The next generation of phototypesetting machines to emerge were those that generated characters on a Cathode ray tube. Typical of the type were the Alphanumeric APS2 (1963), IBM 2680 (1967), I.I.I. VideoComp (1973), Linotron 202 (1978), and Autologic APS5 (1980). These machines were the mainstay of phototypesetting for much of the 1970s and 1980s. Such machines could be 'driven online' by a computer front-end system or take their data from magnetic tape. Type fonts were stored digitally on conventional magnetic disk drives.
Computers excel at automatically typesetting documents. Character-by-character computer-aided phototypesetting was in turn rapidly rendered obsolete in the 1980s by fully digital systems employing a raster image processor to render an entire page to a single high-resolution digital image, now known as imagesetting.
The first commercially successful laser imagesetter, able to make use of a raster image processor was the Monotype Lasercomp. ECRM, Compugraphic (later purchased by Agfa) and others rapidly followed suit with machines of their own.
Early minicomputer-based typesetting software introduced in the 1970s and early 1980s such as Datalogics Pager, Penta, Miles 33, Xyvision, Troff from Bell Labs, and IBM's Script product with CRT terminals, were better able to drive these electro-mechanical devices, and used text markup languages to describe type and other page formatting information. The descendants of these text markup languages include SGML, XML and HTML.
The minicomputer systems output columns of text on film for paste-up and eventually produced entire pages and signatures of 4, 8, 16 or more pages using imposition software on devices such as the Israeli-made Scitex Dolev. The data stream used by these systems to drive page layout on printers and imagesetters led to the development of printer control languages such as Adobe Systems PostScript and Hewlett-Packard's HP PCL.

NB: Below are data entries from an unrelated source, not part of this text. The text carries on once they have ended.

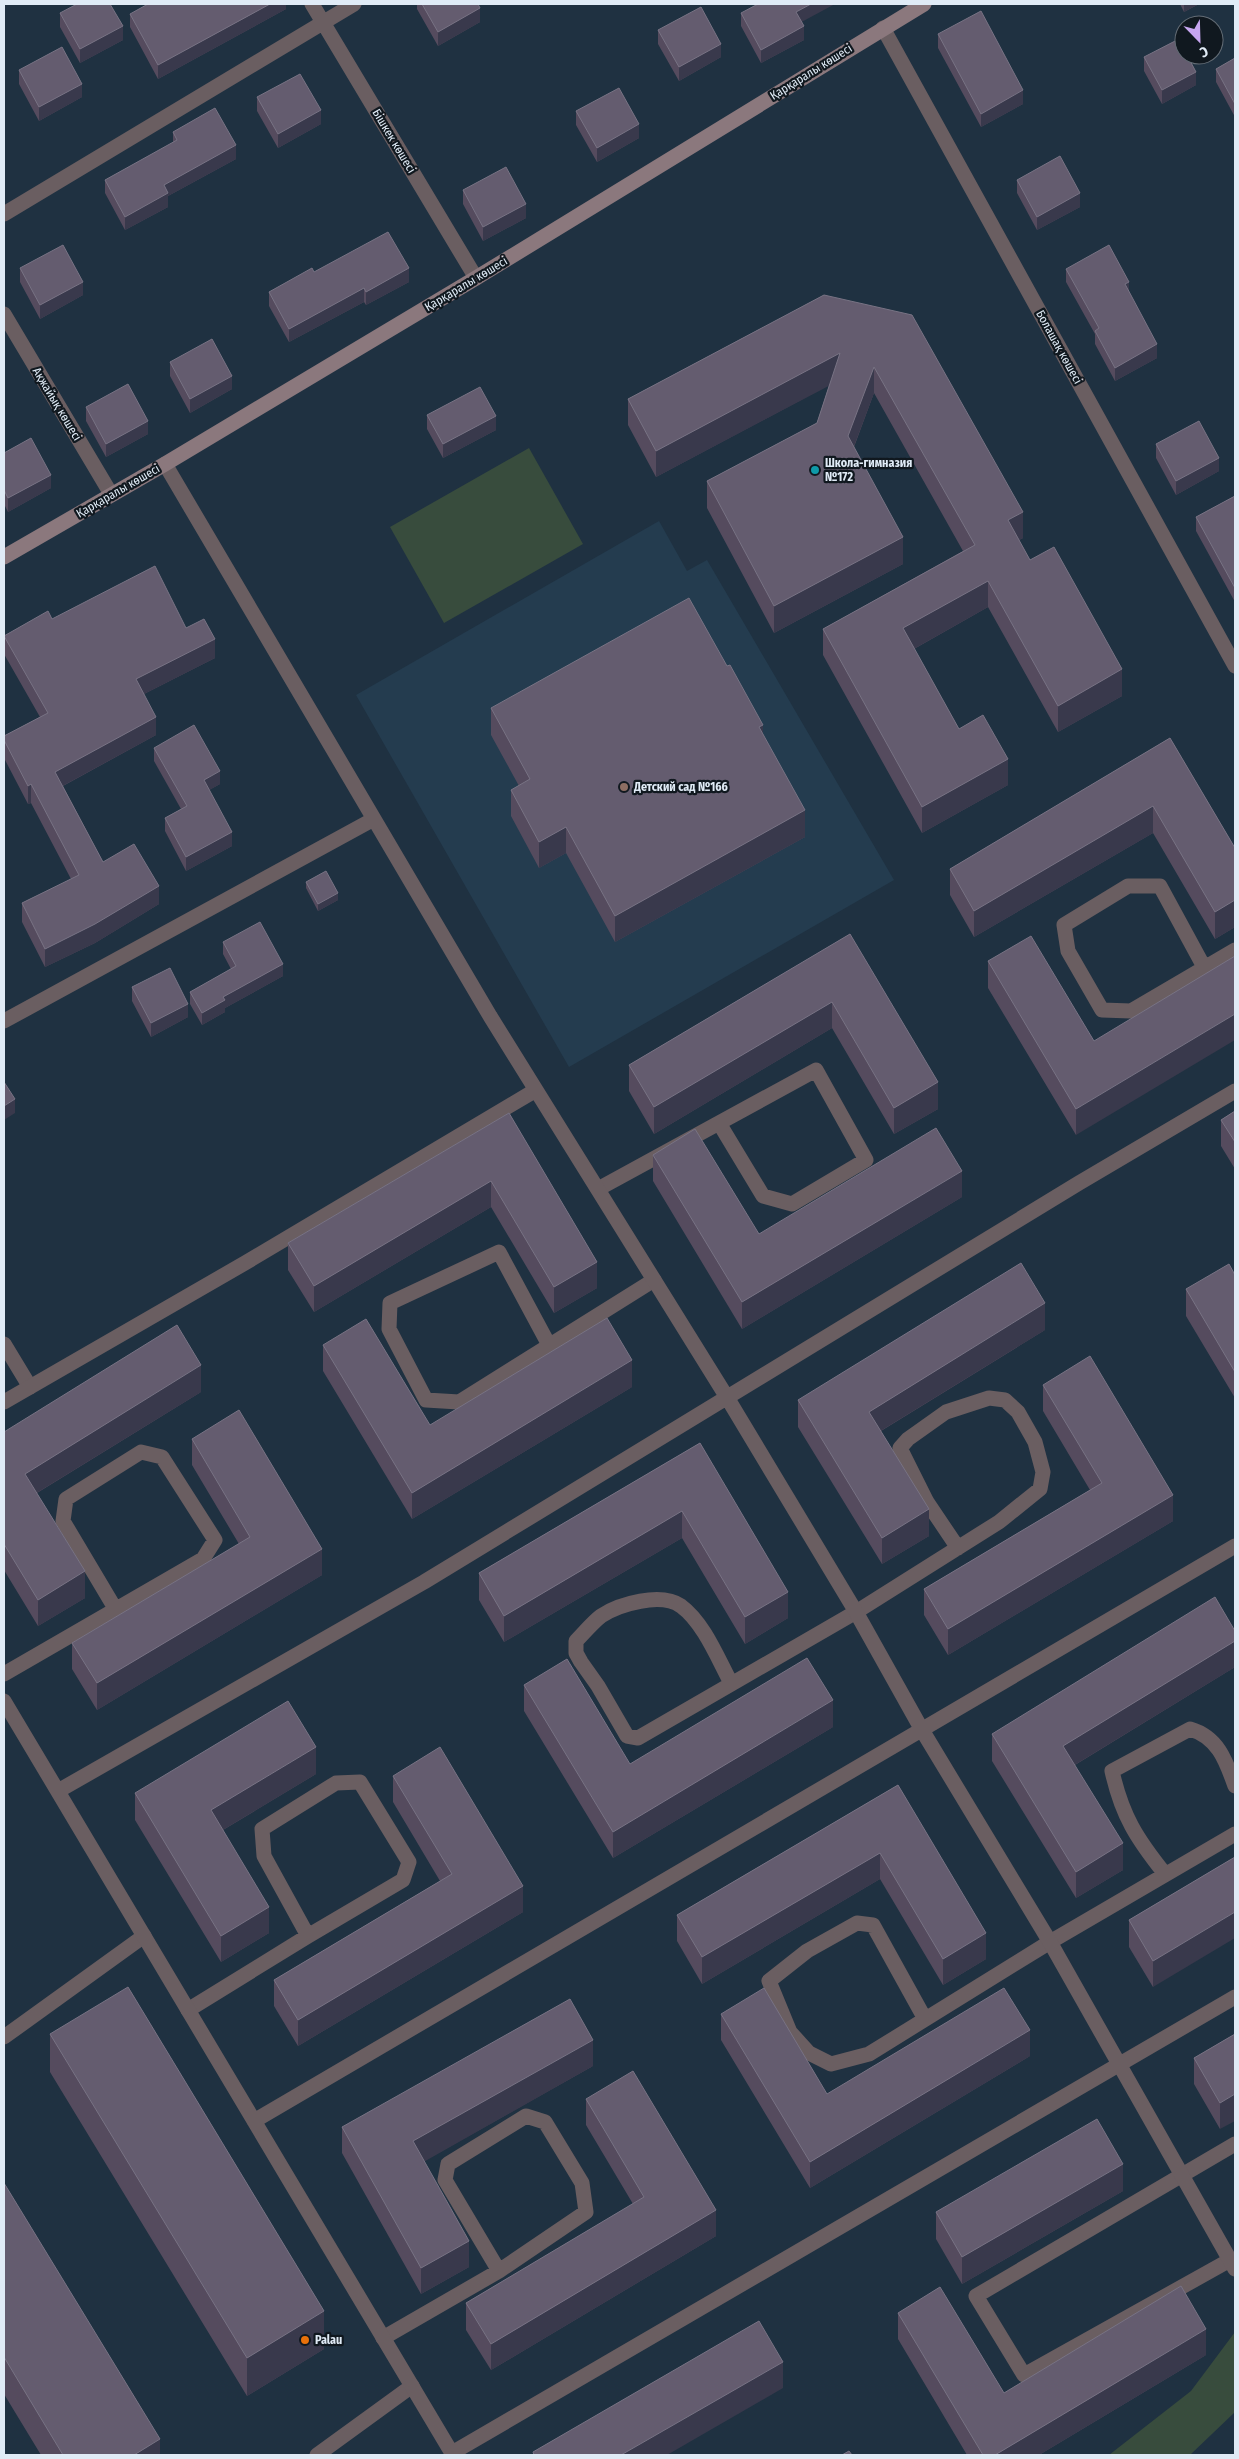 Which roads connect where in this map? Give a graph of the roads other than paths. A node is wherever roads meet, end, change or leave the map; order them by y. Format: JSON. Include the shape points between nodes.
{"nodes":[{"id":1,"x":312,"y":4,"type":"edge"},
{"id":2,"x":354,"y":4,"type":"edge"},
{"id":3,"x":924,"y":4,"type":"edge"},
{"id":4,"x":322,"y":22,"type":"junction"},
{"id":5,"x":883,"y":28,"type":"junction"},
{"id":6,"x":4,"y":214,"type":"edge"},
{"id":7,"x":476,"y":278,"type":"junction"},
{"id":8,"x":4,"y":314,"type":"edge"},
{"id":9,"x":165,"y":464,"type":"junction"},
{"id":10,"x":111,"y":494,"type":"junction"},
{"id":11,"x":4,"y":557,"type":"edge"},
{"id":12,"x":1235,"y":666,"type":"edge"},
{"id":13,"x":374,"y":819,"type":"junction"},
{"id":14,"x":1235,"y":950,"type":"edge"},
{"id":15,"x":1204,"y":967,"type":"junction"},
{"id":16,"x":4,"y":1021,"type":"edge"},
{"id":17,"x":536,"y":1090,"type":"junction"},
{"id":18,"x":1235,"y":1091,"type":"edge"},
{"id":19,"x":719,"y":1123,"type":"junction"},
{"id":20,"x":598,"y":1189,"type":"junction"},
{"id":21,"x":654,"y":1280,"type":"junction"},
{"id":22,"x":4,"y":1344,"type":"edge"},
{"id":23,"x":549,"y":1345,"type":"junction"},
{"id":24,"x":30,"y":1387,"type":"junction"},
{"id":25,"x":728,"y":1398,"type":"junction"},
{"id":26,"x":4,"y":1402,"type":"edge"},
{"id":27,"x":1235,"y":1546,"type":"edge"},
{"id":28,"x":958,"y":1548,"type":"junction"},
{"id":29,"x":116,"y":1610,"type":"junction"},
{"id":30,"x":856,"y":1612,"type":"junction"},
{"id":31,"x":4,"y":1674,"type":"edge"},
{"id":32,"x":731,"y":1683,"type":"junction"},
{"id":33,"x":4,"y":1701,"type":"edge"},
{"id":34,"x":922,"y":1730,"type":"junction"},
{"id":35,"x":1235,"y":1786,"type":"edge"},
{"id":36,"x":58,"y":1791,"type":"junction"},
{"id":37,"x":1235,"y":1834,"type":"edge"},
{"id":38,"x":1165,"y":1874,"type":"junction"},
{"id":39,"x":144,"y":1936,"type":"junction"},
{"id":40,"x":308,"y":1936,"type":"junction"},
{"id":41,"x":1050,"y":1942,"type":"junction"},
{"id":42,"x":1235,"y":1997,"type":"edge"},
{"id":43,"x":188,"y":2010,"type":"junction"},
{"id":44,"x":925,"y":2019,"type":"junction"},
{"id":45,"x":4,"y":2037,"type":"edge"},
{"id":46,"x":1120,"y":2064,"type":"junction"},
{"id":47,"x":254,"y":2121,"type":"junction"},
{"id":48,"x":1235,"y":2144,"type":"edge"},
{"id":49,"x":1182,"y":2176,"type":"junction"},
{"id":50,"x":1233,"y":2264,"type":"edge"},
{"id":51,"x":499,"y":2271,"type":"junction"},
{"id":52,"x":383,"y":2338,"type":"junction"},
{"id":53,"x":412,"y":2386,"type":"junction"},
{"id":54,"x":317,"y":2455,"type":"edge"},
{"id":55,"x":451,"y":2455,"type":"edge"}],
"edges":[{"from":1,"to":4,"type":"street","name":"Бішкек көшесі"},
{"from":2,"to":4,"type":"street"},
{"from":3,"to":5,"type":"street","name":"Қарқаралы көшесі"},
{"from":4,"to":6,"type":"street"},
{"from":4,"to":7,"type":"street","name":"Бішкек көшесі"},
{"from":5,"to":7,"type":"street","name":"Қарқаралы көшесі"},
{"from":5,"to":12,"type":"street","name":"Болашақ көшесі"},
{"from":7,"to":9,"type":"street","name":"Қарқаралы көшесі"},
{"from":8,"to":10,"type":"street","name":"Ақжайық көшесі"},
{"from":9,"to":10,"type":"street","name":"Қарқаралы көшесі"},
{"from":9,"to":13,"type":"street"},
{"from":10,"to":11,"type":"street","name":"Қарқаралы көшесі"},
{"from":13,"to":16,"type":"street"},
{"from":13,"to":17,"type":"street"},
{"from":14,"to":15,"type":"street"},
{"from":15,"to":15,"type":"street","via":[[1131,1012],[1102,1010],[1068,950],[1064,925],[1128,886],[1160,886]]},
{"from":17,"to":20,"type":"street"},
{"from":17,"to":24,"type":"street"},
{"from":18,"to":25,"type":"street"},
{"from":19,"to":19,"type":"street","via":[[816,1070],[866,1160],[792,1204],[763,1196]]},
{"from":19,"to":20,"type":"street"},
{"from":20,"to":21,"type":"street"},
{"from":21,"to":23,"type":"street"},
{"from":21,"to":25,"type":"street"},
{"from":22,"to":24,"type":"street"},
{"from":23,"to":23,"type":"street","via":[[458,1402],[426,1400],[389,1329],[390,1303],[499,1252]]},
{"from":24,"to":26,"type":"street"},
{"from":25,"to":30,"type":"street"},
{"from":25,"to":36,"type":"street","via":[[424,1582]]},
{"from":27,"to":34,"type":"street"},
{"from":28,"to":28,"type":"street","via":[[999,1522],[1040,1489],[1043,1472],[1035,1442],[1018,1412],[1004,1400],[989,1398],[946,1412],[900,1448],[927,1502]]},
{"from":28,"to":30,"type":"street"},
{"from":29,"to":29,"type":"street","via":[[203,1559],[215,1540],[162,1457],[141,1452],[66,1499],[63,1521]]},
{"from":29,"to":31,"type":"street"},
{"from":30,"to":32,"type":"street"},
{"from":30,"to":34,"type":"street"},
{"from":32,"to":32,"type":"street","via":[[705,1634],[680,1606],[660,1600],[644,1599],[601,1616],[576,1641],[580,1662],[627,1736],[638,1738]]},
{"from":33,"to":36,"type":"street"},
{"from":34,"to":41,"type":"street"},
{"from":34,"to":47,"type":"street"},
{"from":35,"to":38,"type":"street","via":[[1216,1743],[1203,1733],[1190,1729],[1112,1771],[1118,1800],[1138,1841]]},
{"from":36,"to":39,"type":"street"},
{"from":37,"to":38,"type":"street"},
{"from":38,"to":41,"type":"street"},
{"from":39,"to":43,"type":"street"},
{"from":39,"to":45,"type":"street"},
{"from":40,"to":40,"type":"street","via":[[403,1880],[409,1862],[360,1782],[336,1783],[262,1829],[264,1856]]},
{"from":40,"to":43,"type":"street"},
{"from":41,"to":44,"type":"street"},
{"from":41,"to":46,"type":"street"},
{"from":42,"to":46,"type":"street"},
{"from":43,"to":47,"type":"street"},
{"from":44,"to":44,"type":"street","via":[[869,2054],[831,2064],[809,2053],[790,2032],[769,1981],[807,1950],[857,1923],[873,1925]]},
{"from":46,"to":49,"type":"street"},
{"from":46,"to":55,"type":"street"},
{"from":47,"to":52,"type":"street"},
{"from":48,"to":49,"type":"street"},
{"from":49,"to":50,"type":"street"},
{"from":49,"to":50,"type":"street","via":[[976,2296],[1024,2375]]},
{"from":51,"to":51,"type":"street","via":[[586,2212],[582,2183],[545,2122],[526,2116],[448,2164],[445,2180]]},
{"from":51,"to":52,"type":"street"},
{"from":52,"to":53,"type":"street"},
{"from":53,"to":54,"type":"street"},
{"from":53,"to":55,"type":"street"}]}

Before the 1980s, practically all typesetting for publishers and advertisers was performed by specialist typesetting companies. These companies performed keyboarding, editing and production of paper or film output, and formed a large component of the graphic arts industry. In the United States these companies were located in rural Pennsylvania, New England or the Midwest where labor was cheap, and paper produced nearby, but still within a few hours' travel time of the major publishing centers.